After 15 years under an old-fashioned educational system, I’ve been blessed to have had the chance to pursue learning differently: empowering choice, leading my own learning, having autonomy to shape ideas, and redefine traditional teaching methods -- classic no more. That's what I know as the IA, a place that has been much like a home, full of lame jokes, memorable anecdotes, comfort, trust, and an urge to learn, to be different; my second family, people that think alike, that understand my vision in life.
But it didn't go that way in the beginning. When I walked into class two years ago I had this innate thought of regretting my choice because my only "close" friends were DD and Gonchi;I started thinking that being with them for one complete month would probably drive me crazy. Yet despite the fact that I was doubting my decision of joining the IA --thank god I didn't leave-- there was a little angel on my shoulder that convinced me to try it out: It couldn't go THAT wrong.
I WAS MISTAKEN.
It was because of me.
- I attended class with a vision that everything would be similar to IB courses--not in terms of content, but in how the environment and the culture worked. This idea prevented me from fully emerging into the Innovation Academy core visions and values, which involved viewing the world around me through a different lense, not just assisting class as an obligation. This way of looking at the IA truly nourished two different Babi’s -- the one inside the classroom: a reserved, not approachable, working just to complete tasks student, and the one outside the classroom, definitely more open to suggestions, social, and active participant. Yet, as a witness to how my peers in the cohort were progressing as life learners, it was internally killing me to feel excluded from the group due to the way I approached the program. At times, I felt like an outsider. And adding up to it, honestly, getting slapped by Pedrito's feedback was the cherry on top (I appreciate it until today), when he mentioned that I was not related enough to the group, I was too closed, and from my point of view, too selfish. That made me think and change who I was. I no longer saw the IA as "something else" yet it was more of a place to evolve as a person, a place where I could pursue whatever the hell came to my mind and nobody would judge me, instead support me.

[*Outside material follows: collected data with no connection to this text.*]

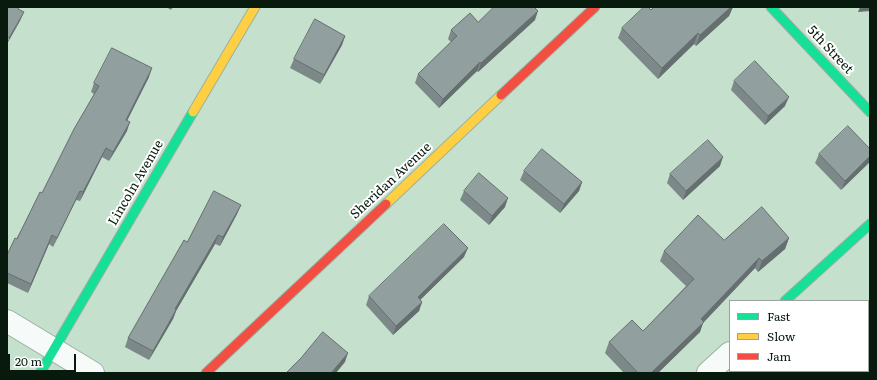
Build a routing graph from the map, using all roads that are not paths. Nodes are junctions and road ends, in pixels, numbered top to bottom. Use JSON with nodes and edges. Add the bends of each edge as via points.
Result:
{"nodes":[{"id":1,"x":255,"y":7,"type":"edge"},
{"id":2,"x":595,"y":7,"type":"edge"},
{"id":3,"x":771,"y":7,"type":"edge"},
{"id":4,"x":870,"y":112,"type":"edge"},
{"id":5,"x":870,"y":224,"type":"edge"},
{"id":6,"x":786,"y":300,"type":"edge"},
{"id":7,"x":7,"y":321,"type":"edge"},
{"id":8,"x":54,"y":348,"type":"junction"},
{"id":9,"x":729,"y":354,"type":"edge"},
{"id":10,"x":40,"y":373,"type":"edge"},
{"id":11,"x":93,"y":373,"type":"edge"},
{"id":12,"x":206,"y":373,"type":"edge"},
{"id":13,"x":708,"y":373,"type":"edge"}],
"edges":[{"from":1,"to":8,"type":"street","name":"Lincoln Avenue"},
{"from":2,"to":12,"type":"street","name":"Sheridan Avenue"},
{"from":3,"to":4,"type":"street","name":"5th Street"},
{"from":5,"to":6,"type":"street"},
{"from":7,"to":8,"type":"street"},
{"from":8,"to":10,"type":"street","name":"Lincoln Avenue"},
{"from":8,"to":11,"type":"street"},
{"from":9,"to":13,"type":"street"}]}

- Creating beautiful work has always been "the thing" in the IA. We've been pushed to reach the best of our abilities through several iterations and after receiving feedback. However, because grades were ignored to a certain point, getting feedback was the most important aspect of the process as you were able to reflect and improve what you once thought was beautiful. Although this sounds fascinating now, back then, because of feedback, I felt that there was an abnormal amount of pressure to create a mind-blowing masterpiece when something was assigned, feeling that we had to be perfect. Even so, at times (I know that I took it personally) I felt that all the pressure was put on me -- PATHETIC, how wrong I was. This made me realize something about my attitude. I was extremely self-centered about what I did, not caring or focusing on other people's work. In fact I thought of feedback as a threat instead of a motivation, and I was certainly not the only one getting pressure to create better work; it was cumulative for every single member of the team. Now, I am thankful towards every single one of my peers for the feedback, and most importantly Mr. Topf for making me realize that I was living and exploring inside a four edge box; I was not taking risks nor thinking outside of my comfort zone; not that I couldn't do it, I was just not devoting enough time to thinking bigger, thinking different.
- Finally, ever since I stepped into the IA, I was desperately searching for a type of education that was completely opposite to the one I was receiving. I was looking for traditional plus a little twist--on one side excited for hands-on learning experiences, yet also expecting to acquire loads of content. Being close-minded with this thought made it even harder for me to adapt and understand the golden spark of the IA. I was afraid of changing my school experience for the last two years, and since I had been quite brainwashed by regular education it was complicated for me to understand that what I had been taught for 13 years was not the only nor the best way to learn. After actually experiencing that sitting down for 90 minutes in a
chair listening to a lecture was not effective enough to learn deeply, I began to find real value in the education at the IA ... innovation brainwashed me. It was much more than just reading a book, memorizing the first 40 pages, and writing it down on the paper to show how intelligent you were. I found out that the IA gave you the type of education to live the right life, an education to enable you to analyze every aspect of yourself and make you a better and faster thinker, and education that very few were lucky enough to receive.